Established in 1875 and originally financed by Thomas Gee of the Dewhurst Stud in Wadhurst, East Sussex, the Dewhurst Stakes is a Group One race run over a straight 7 furlongs on the Rowley Mile Course at Newmarket. The race is open to two-year-old colts and fillies, but not geldings and, since 2015, has been staged on the second day of the Future Champions Festival in October. Indeed, with total prize money of £533,750 in 2019, the Dewhurst Stakes is the most prestigious juvenile race of the season. Almost invariably, the result of the Dewhurst Stakes has a marked effect on the ante-post for the Classics; the roll of honour includes such luminaries as Nijinsky, Mill Reef and, of course, Frankel, to name but three of the illustrious winners down the years.

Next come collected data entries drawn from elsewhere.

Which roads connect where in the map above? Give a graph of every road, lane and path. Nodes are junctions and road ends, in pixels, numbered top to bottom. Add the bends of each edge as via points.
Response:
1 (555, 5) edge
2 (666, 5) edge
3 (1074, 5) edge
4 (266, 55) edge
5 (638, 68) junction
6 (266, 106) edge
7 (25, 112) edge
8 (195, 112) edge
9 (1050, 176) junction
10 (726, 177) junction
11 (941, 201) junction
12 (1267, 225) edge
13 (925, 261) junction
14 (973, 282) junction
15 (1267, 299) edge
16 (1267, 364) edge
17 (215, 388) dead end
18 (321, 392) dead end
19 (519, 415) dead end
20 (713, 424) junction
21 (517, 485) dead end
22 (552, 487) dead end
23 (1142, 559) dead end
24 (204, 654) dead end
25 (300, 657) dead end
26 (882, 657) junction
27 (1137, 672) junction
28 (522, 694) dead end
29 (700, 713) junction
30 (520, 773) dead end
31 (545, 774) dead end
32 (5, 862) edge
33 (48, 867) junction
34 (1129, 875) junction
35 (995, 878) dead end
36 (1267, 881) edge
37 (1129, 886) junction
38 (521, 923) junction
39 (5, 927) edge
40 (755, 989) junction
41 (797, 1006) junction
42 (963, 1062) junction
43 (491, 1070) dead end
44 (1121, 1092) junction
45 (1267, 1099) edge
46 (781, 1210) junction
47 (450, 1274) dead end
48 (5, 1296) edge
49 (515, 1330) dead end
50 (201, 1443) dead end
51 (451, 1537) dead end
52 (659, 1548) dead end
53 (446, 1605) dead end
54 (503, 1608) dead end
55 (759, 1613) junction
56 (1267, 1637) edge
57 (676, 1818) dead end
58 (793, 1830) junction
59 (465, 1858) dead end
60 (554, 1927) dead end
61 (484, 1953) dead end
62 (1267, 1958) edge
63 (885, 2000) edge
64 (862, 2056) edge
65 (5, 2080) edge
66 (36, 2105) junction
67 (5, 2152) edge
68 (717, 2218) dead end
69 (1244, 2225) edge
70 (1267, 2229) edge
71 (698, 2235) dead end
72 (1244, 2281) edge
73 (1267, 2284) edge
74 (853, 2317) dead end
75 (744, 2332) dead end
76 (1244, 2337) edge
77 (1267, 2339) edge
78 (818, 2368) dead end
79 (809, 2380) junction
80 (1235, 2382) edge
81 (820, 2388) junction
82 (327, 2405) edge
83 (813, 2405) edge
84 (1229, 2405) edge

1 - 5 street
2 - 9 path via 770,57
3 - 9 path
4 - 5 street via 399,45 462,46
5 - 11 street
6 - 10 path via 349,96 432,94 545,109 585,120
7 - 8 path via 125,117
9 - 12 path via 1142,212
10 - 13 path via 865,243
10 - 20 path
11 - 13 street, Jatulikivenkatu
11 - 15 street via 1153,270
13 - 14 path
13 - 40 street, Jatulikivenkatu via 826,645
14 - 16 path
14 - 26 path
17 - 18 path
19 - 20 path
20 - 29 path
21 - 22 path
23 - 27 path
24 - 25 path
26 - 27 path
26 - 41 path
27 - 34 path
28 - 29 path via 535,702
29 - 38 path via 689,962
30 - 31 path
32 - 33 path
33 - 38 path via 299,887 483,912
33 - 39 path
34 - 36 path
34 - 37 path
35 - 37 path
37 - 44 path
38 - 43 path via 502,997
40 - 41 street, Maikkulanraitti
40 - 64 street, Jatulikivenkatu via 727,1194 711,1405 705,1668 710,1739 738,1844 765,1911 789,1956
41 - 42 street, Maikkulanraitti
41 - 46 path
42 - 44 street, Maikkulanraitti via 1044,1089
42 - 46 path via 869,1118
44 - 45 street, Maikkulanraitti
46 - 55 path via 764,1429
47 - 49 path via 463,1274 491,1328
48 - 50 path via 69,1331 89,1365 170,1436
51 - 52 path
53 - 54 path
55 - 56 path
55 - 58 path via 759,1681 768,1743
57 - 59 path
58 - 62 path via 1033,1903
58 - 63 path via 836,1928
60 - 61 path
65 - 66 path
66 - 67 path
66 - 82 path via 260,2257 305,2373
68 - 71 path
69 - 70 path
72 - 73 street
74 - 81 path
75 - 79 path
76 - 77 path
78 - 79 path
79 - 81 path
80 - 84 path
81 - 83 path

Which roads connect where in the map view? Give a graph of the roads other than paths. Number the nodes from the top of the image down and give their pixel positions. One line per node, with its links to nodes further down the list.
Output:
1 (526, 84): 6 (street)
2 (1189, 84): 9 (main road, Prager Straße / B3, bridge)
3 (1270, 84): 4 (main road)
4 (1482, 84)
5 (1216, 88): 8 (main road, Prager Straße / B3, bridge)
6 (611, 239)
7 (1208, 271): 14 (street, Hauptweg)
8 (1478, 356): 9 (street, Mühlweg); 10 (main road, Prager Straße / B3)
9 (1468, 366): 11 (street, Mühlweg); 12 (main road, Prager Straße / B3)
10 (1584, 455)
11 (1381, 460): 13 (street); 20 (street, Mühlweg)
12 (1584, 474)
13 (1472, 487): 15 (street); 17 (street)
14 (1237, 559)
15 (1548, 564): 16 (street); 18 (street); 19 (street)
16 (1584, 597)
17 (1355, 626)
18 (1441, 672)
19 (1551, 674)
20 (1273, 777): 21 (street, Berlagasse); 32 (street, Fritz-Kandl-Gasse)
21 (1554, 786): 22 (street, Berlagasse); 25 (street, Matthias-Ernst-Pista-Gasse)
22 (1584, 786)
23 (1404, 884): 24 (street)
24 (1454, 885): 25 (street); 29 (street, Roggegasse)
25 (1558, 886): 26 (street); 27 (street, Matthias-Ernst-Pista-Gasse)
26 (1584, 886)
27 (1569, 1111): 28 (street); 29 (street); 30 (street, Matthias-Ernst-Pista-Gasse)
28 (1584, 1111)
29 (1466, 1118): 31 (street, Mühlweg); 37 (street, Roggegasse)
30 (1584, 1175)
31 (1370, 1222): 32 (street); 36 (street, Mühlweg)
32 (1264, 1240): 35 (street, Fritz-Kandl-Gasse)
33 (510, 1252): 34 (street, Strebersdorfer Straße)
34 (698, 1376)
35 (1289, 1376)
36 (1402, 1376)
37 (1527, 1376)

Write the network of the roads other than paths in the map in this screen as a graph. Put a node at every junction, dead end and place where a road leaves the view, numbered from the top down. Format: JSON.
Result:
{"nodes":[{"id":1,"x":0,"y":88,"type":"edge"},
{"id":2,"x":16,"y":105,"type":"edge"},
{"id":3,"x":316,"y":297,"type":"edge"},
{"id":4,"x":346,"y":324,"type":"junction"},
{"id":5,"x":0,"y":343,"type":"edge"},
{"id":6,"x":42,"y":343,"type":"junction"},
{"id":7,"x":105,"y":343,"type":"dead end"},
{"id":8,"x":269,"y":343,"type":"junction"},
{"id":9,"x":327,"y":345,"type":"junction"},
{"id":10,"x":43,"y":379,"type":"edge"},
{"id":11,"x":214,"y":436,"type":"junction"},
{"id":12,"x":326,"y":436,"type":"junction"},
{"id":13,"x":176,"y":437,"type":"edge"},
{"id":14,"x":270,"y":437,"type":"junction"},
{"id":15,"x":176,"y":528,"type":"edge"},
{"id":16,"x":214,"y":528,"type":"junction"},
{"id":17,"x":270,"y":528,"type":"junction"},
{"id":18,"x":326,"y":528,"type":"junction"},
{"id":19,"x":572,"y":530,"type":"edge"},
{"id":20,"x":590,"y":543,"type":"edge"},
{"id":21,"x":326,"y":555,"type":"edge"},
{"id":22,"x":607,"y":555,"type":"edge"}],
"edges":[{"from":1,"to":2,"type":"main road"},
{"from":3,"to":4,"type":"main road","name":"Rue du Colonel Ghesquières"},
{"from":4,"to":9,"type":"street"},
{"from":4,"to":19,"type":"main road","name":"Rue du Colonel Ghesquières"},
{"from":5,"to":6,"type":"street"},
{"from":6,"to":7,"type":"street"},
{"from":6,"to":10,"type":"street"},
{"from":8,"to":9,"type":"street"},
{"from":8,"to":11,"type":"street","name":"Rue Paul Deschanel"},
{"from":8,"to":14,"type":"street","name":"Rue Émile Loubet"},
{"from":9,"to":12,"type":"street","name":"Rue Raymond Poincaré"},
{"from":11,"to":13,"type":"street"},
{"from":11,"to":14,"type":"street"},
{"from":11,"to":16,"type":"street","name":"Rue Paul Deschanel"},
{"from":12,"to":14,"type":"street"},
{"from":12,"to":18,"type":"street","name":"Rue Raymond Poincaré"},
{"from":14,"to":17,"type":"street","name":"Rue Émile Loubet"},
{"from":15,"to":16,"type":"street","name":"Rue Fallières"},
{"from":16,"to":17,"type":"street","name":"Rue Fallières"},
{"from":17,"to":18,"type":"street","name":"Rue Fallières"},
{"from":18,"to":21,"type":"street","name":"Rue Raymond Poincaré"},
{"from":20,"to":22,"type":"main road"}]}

Too Darn Hot, winner of the Dewhurst Stakes in 2018, went into winter quarters as favourite for the 2,000 Guineas, but missed the race after developing a leg problem. He was beaten of the first three starts of his three-year-old campaign, but won two Group One races – the Prix Jean Prat at Deauville and the Sussex Stakes at Goodwood – before being retired from racing after sustaining a further injury. The 2019 winner, Pinatubo, remains unbeaten in six starts as a juvenile and, officially rated 2lb higher than Frankel at the same stage of his career, is favourite, at just 5/4, for the 2,000 Guineas.

Legendary jockey Lester Piggott won the Dewhurst Stakes ten times between 1956 and 1982, including on three subsequent Derby winners – Crepello in 1956, Nijinsky in 1969 and The Minstrel in 1976 – and is the leading rider in the history of the race. John Porter, the most successful trainer of the Victorian era, won the Dewhurst Stakes eight times between 1884 and 1898 including with Ormonde, who subsequently won the Triple Crown and retired undefeated after 16 races. In the first half the twentieth century, Austrian-born Frank Butters also saddled eight winners of the Dewhurst Stakes, including Toboggan, who subsequently won the Oaks; he and Porter are, jointly, the most successful trainers in the history of the race.